THE TASK:
Print out each record below, unaltered and complete, without its images.
• • •
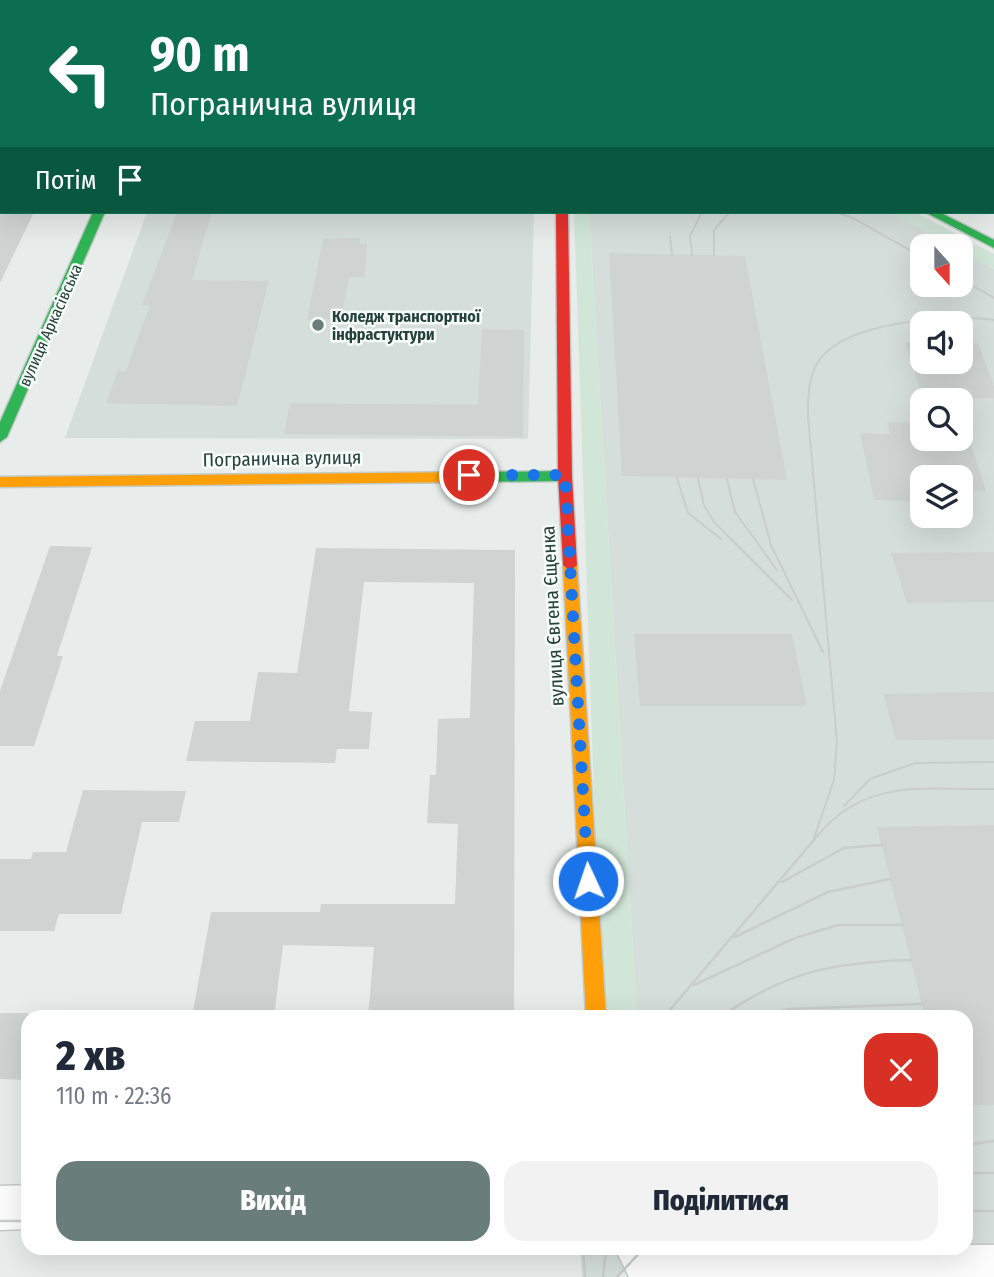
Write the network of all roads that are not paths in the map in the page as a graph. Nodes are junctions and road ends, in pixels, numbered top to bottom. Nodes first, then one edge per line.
1 (98, 214) edge
2 (562, 214) edge
3 (935, 214) edge
4 (994, 245) edge
5 (0, 437) edge
6 (565, 475) junction
7 (0, 482) edge
8 (596, 1010) edge
9 (21, 1207) edge
10 (0, 1208) edge
11 (641, 1255) edge
12 (994, 1268) edge

1 - 5 street, вулиця Аркасівська
2 - 6 street, вулиця Євгена Єщенка
3 - 4 street
6 - 7 street, Погранична вулиця
6 - 8 street, вулиця Євгена Єщенка
9 - 10 street
11 - 12 street

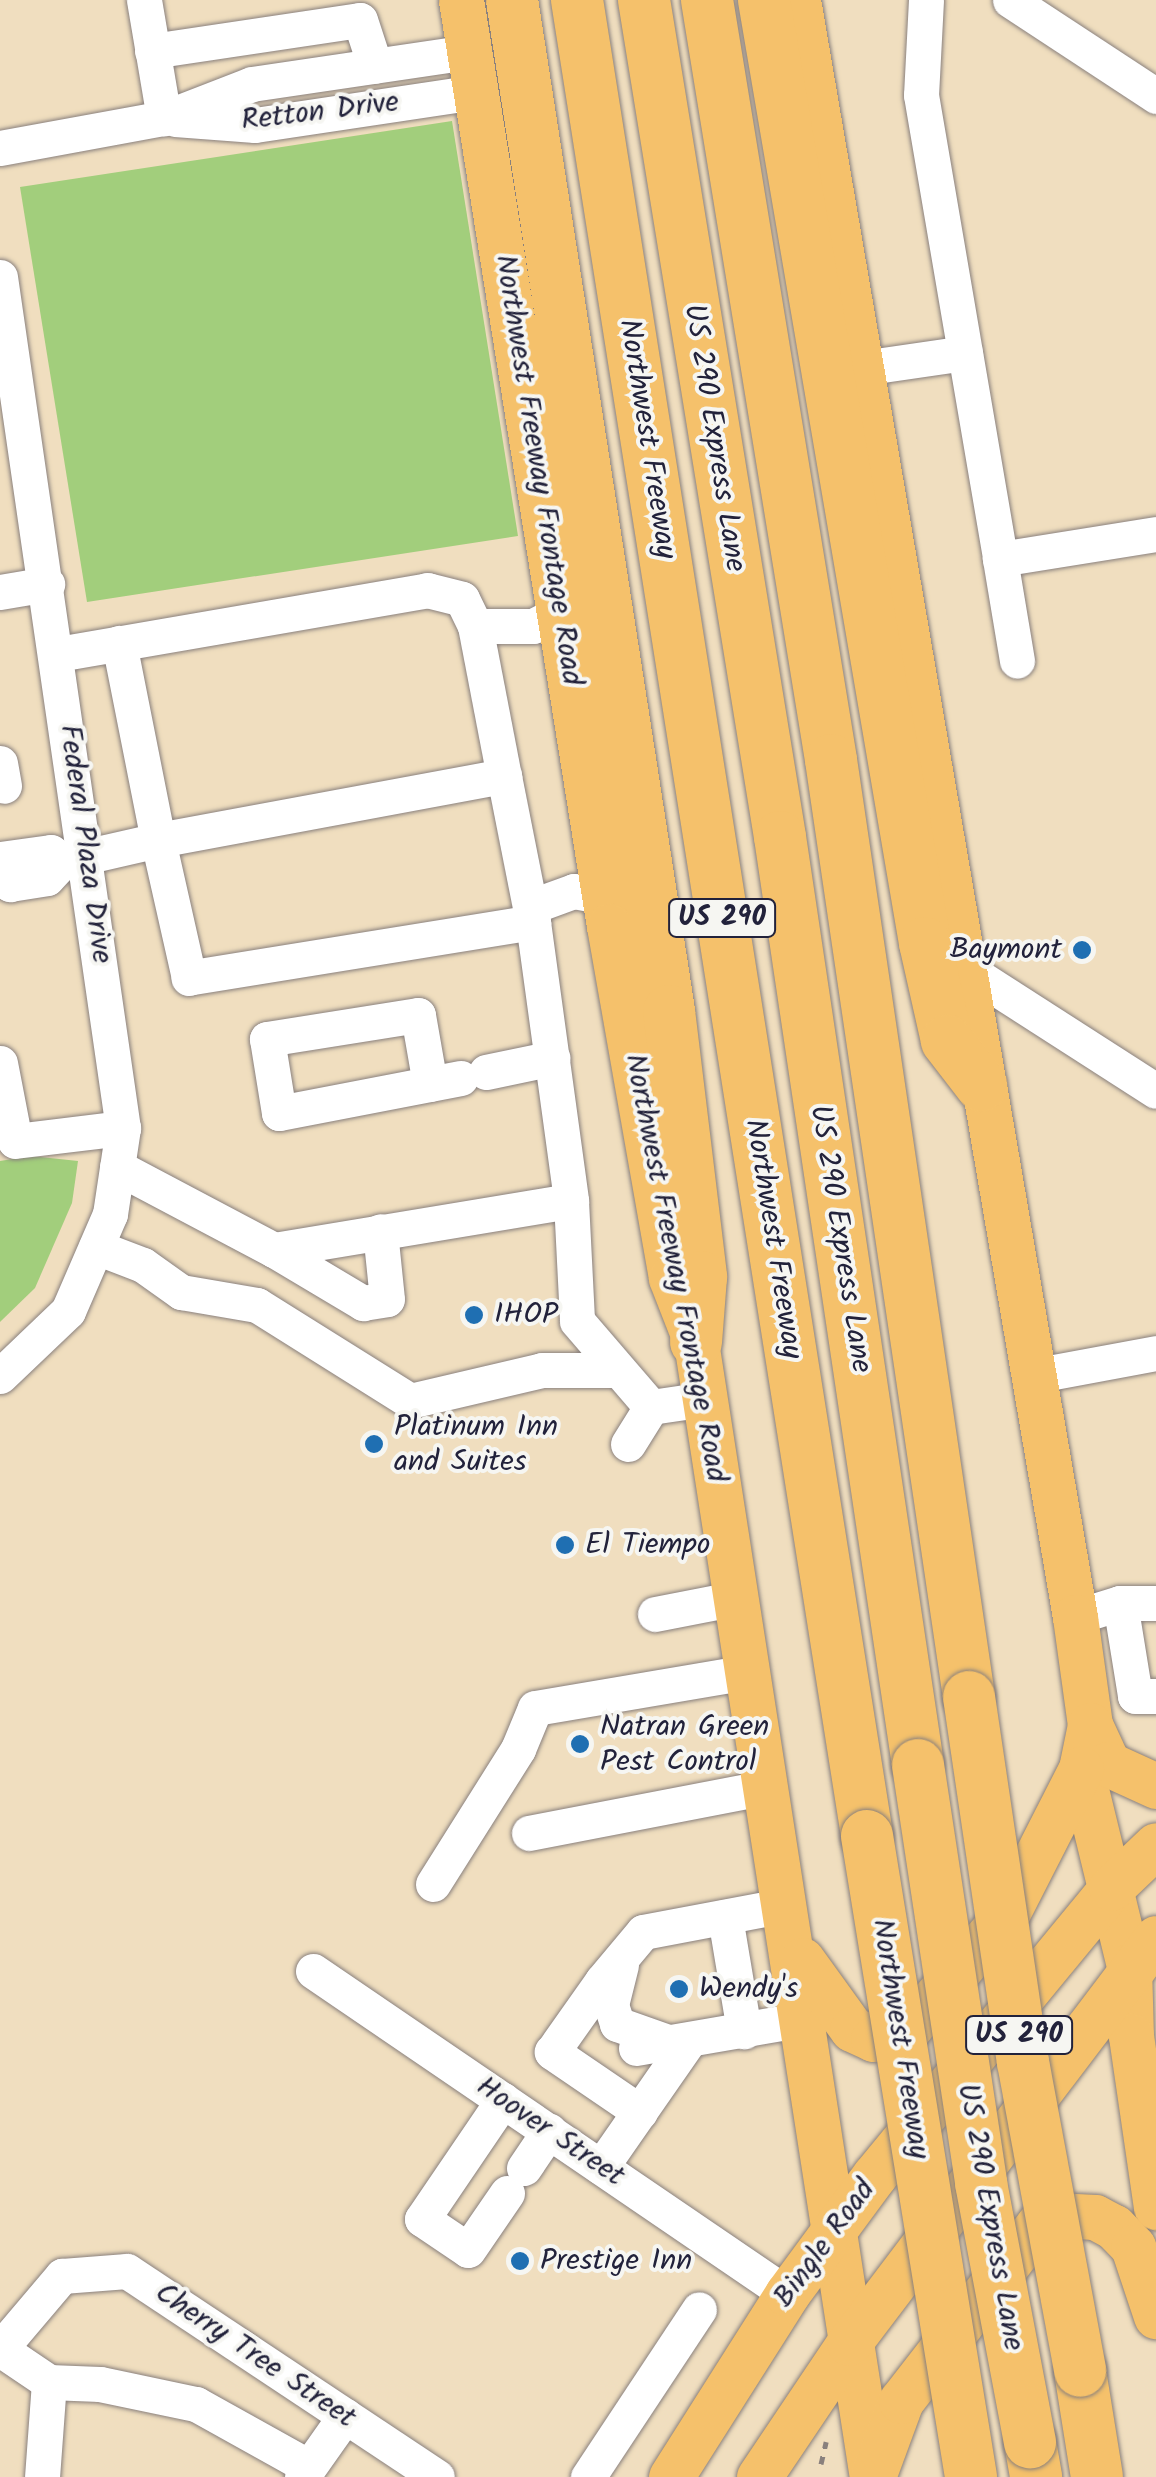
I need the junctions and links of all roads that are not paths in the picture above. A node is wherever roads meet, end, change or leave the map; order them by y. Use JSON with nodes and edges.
• • •
ANSWER TO THE EXERCISE:
Write the network of all roads that are not paths in the map in the page as a graph. Nodes are junctions and road ends, in pixels, numbered top to bottom. Nodes first, then one edge per line.
1 (98, 214) edge
2 (562, 214) edge
3 (935, 214) edge
4 (994, 245) edge
5 (0, 437) edge
6 (565, 475) junction
7 (0, 482) edge
8 (596, 1010) edge
9 (21, 1207) edge
10 (0, 1208) edge
11 (641, 1255) edge
12 (994, 1268) edge

1 - 5 street, вулиця Аркасівська
2 - 6 street, вулиця Євгена Єщенка
3 - 4 street
6 - 7 street, Погранична вулиця
6 - 8 street, вулиця Євгена Єщенка
9 - 10 street
11 - 12 street

I need the junctions and links of all roads that are not paths in the picture above. A node is wherever roads meet, end, change or leave the map; order them by y. Use JSON with nodes and edges.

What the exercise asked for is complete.